Вы всерьез верите, что такой папа сдаст деньги по новым правилам — пойдет в банк и переведет определенную сумму на счет учебного учреждения? Да он номер счета поленится узнать! Не отправится в банк, уверена, и большинство других родителей, которые прежде рано или поздно шли родительскому комитету навстречу. Потому что это хлопотнее, требует напряжения, тогда как цель расплывчата, ответ на вопрос «пошли ли деньги на моего ребенка и на его одноклассников?» туманен. Знаете, сколько отговорок можно насочинять, если тебе все до фонаря?
В общем, в сухом остатке мы получаем следующее. Родительские комитеты окончательно освобождаются от ярма подозрений и ярлыка хапуги. Не надо больше унижаться, прогибаться и делать вид, что тебе почему–то больше других надо. И это, безусловно, ура! Зато ноль рублей в фонде класса. Ноль возможностей помочь классному руководителю, если его чем–то хозяйственным неожиданно озаботят. Ноль шансов организованно поздравить его даже с профессиональным праздником. Теперь каждый будет за себя. Предположительно со своим подарком. И с таким же, видимо, энтузиазмом, какой я с тоской наблюдаю на родительских собраниях...

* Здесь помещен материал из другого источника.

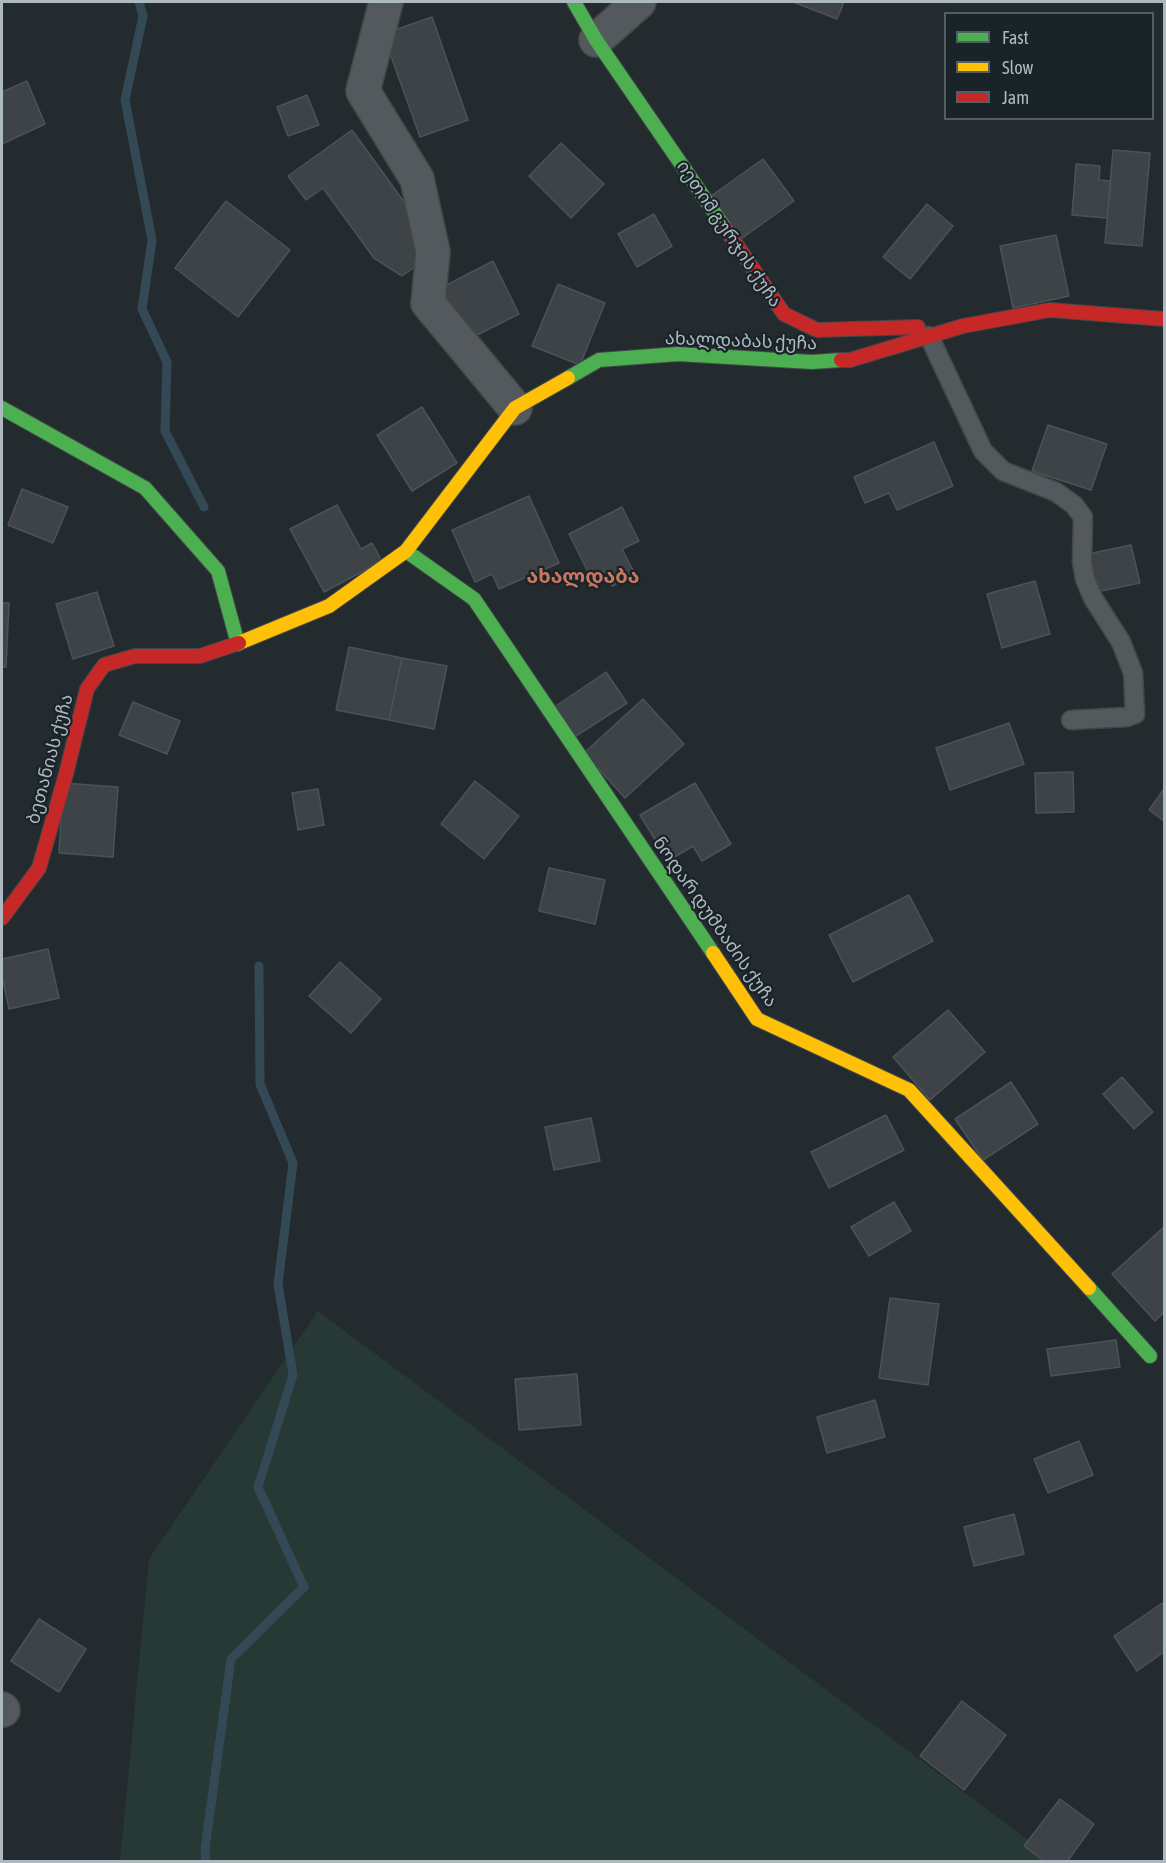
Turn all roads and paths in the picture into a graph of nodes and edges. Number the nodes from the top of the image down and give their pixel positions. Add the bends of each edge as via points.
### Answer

Уж не знаю, что теперь будет с моей горемычной подругой. Она в своем родительском комитете — единственный и неповторимый член. Никто больше не изъявил желания помогать, а «соскочить» ей не позволяет совесть. Она одна до недавнего времени стояла в холопской позе просителя и в результате, плюнув, часть необходимого в классе ремонта произвела на свои же деньги. Теперь вот ждет, когда «господа» соизволят и отдадут «шерсти клок». Похоже, придется запастись изрядным терпением. Родительское равнодушие к школе пустило слишком глубокие корни. Тут никакой попечительский совет (кстати, а везде ли он есть?), никакой банковский счет в «дереве» ЕРИП не спасут.